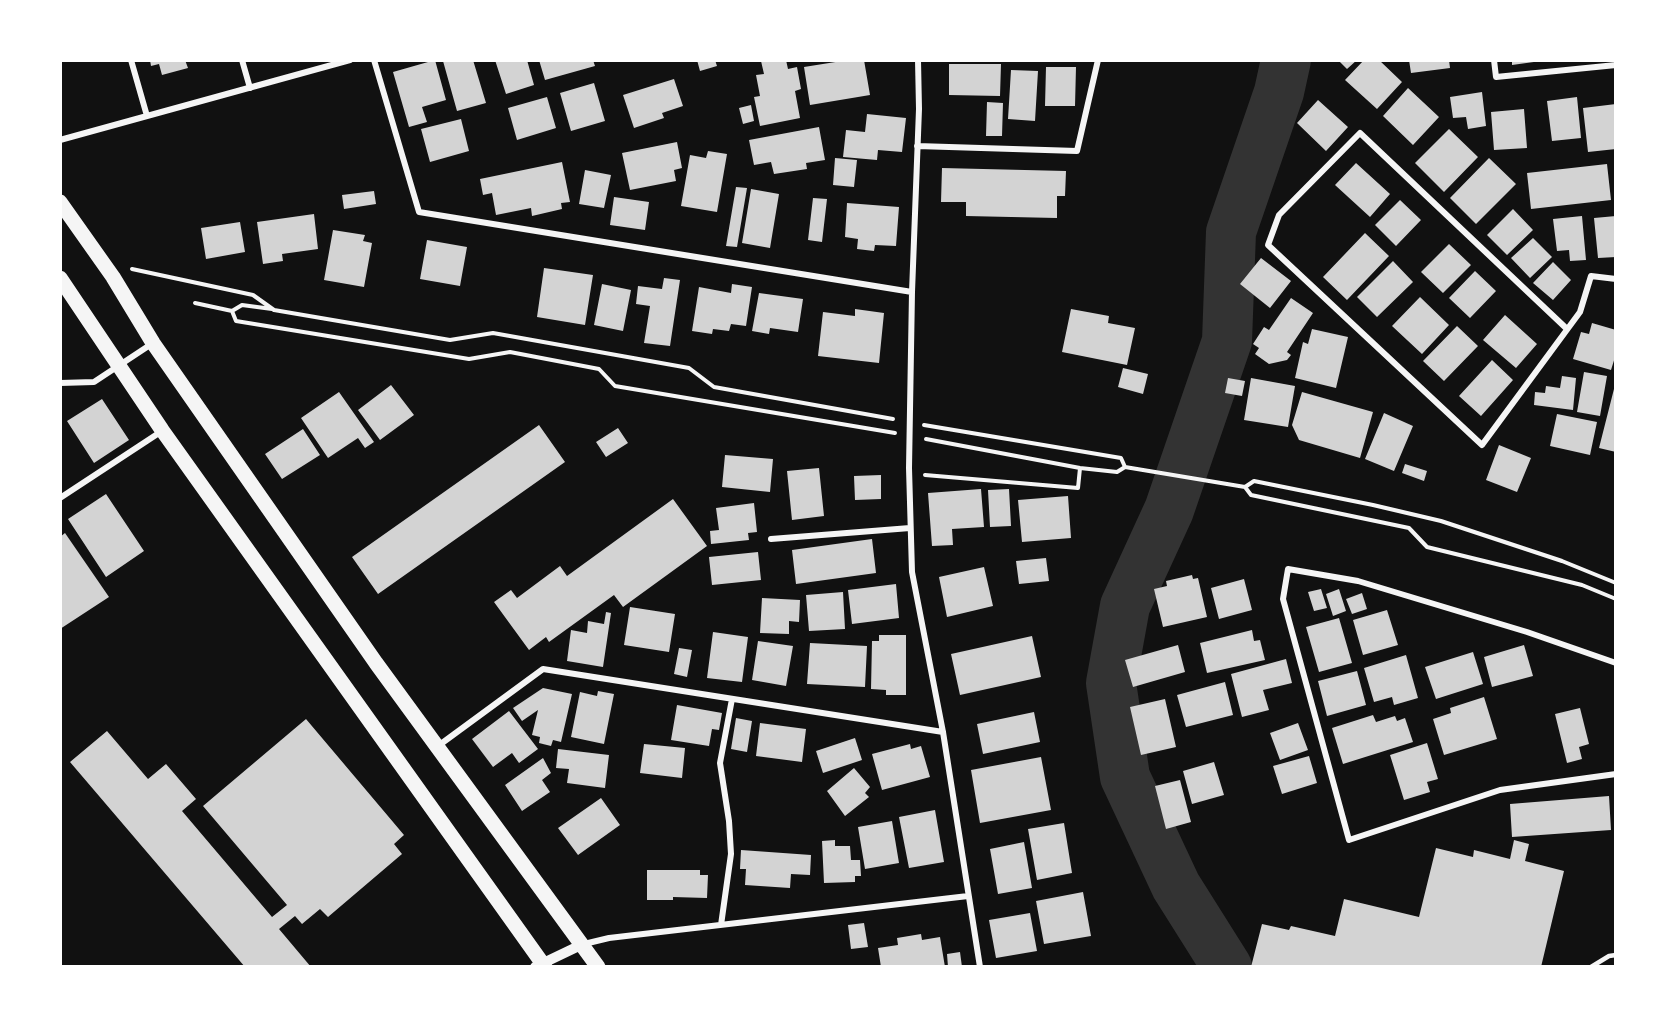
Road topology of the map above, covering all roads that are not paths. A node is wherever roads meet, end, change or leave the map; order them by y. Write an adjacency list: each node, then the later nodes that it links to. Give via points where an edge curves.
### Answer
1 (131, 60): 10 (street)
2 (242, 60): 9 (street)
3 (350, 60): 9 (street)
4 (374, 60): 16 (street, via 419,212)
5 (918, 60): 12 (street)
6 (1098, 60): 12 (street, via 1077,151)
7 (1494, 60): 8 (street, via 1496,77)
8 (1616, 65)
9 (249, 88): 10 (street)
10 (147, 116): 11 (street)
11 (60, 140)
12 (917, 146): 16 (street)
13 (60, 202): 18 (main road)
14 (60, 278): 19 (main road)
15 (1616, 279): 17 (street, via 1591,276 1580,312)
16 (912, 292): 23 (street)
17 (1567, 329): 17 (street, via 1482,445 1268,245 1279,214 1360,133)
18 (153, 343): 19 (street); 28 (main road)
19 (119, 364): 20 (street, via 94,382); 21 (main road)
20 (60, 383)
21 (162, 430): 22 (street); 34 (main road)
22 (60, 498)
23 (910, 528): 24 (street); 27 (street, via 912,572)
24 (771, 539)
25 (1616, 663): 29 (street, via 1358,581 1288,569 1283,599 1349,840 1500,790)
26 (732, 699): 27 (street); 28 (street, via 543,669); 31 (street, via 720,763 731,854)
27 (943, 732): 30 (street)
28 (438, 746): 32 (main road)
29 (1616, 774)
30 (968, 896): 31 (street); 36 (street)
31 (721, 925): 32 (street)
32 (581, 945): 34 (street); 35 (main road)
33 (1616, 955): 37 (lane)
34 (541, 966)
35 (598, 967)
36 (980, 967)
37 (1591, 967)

-----

*ACTIVITY:*
The expected result is every record above, word for word, with no pictures in it.

*REPLY:*
Road topology of the map above, covering all roads that are not paths. A node is wherever roads meet, end, change or leave the map; order them by y. Write an adjacency list: each node, then the later nodes that it links to. Give via points where an edge curves.
### Answer
1 (131, 60): 10 (street)
2 (242, 60): 9 (street)
3 (350, 60): 9 (street)
4 (374, 60): 16 (street, via 419,212)
5 (918, 60): 12 (street)
6 (1098, 60): 12 (street, via 1077,151)
7 (1494, 60): 8 (street, via 1496,77)
8 (1616, 65)
9 (249, 88): 10 (street)
10 (147, 116): 11 (street)
11 (60, 140)
12 (917, 146): 16 (street)
13 (60, 202): 18 (main road)
14 (60, 278): 19 (main road)
15 (1616, 279): 17 (street, via 1591,276 1580,312)
16 (912, 292): 23 (street)
17 (1567, 329): 17 (street, via 1482,445 1268,245 1279,214 1360,133)
18 (153, 343): 19 (street); 28 (main road)
19 (119, 364): 20 (street, via 94,382); 21 (main road)
20 (60, 383)
21 (162, 430): 22 (street); 34 (main road)
22 (60, 498)
23 (910, 528): 24 (street); 27 (street, via 912,572)
24 (771, 539)
25 (1616, 663): 29 (street, via 1358,581 1288,569 1283,599 1349,840 1500,790)
26 (732, 699): 27 (street); 28 (street, via 543,669); 31 (street, via 720,763 731,854)
27 (943, 732): 30 (street)
28 (438, 746): 32 (main road)
29 (1616, 774)
30 (968, 896): 31 (street); 36 (street)
31 (721, 925): 32 (street)
32 (581, 945): 34 (street); 35 (main road)
33 (1616, 955): 37 (lane)
34 (541, 966)
35 (598, 967)
36 (980, 967)
37 (1591, 967)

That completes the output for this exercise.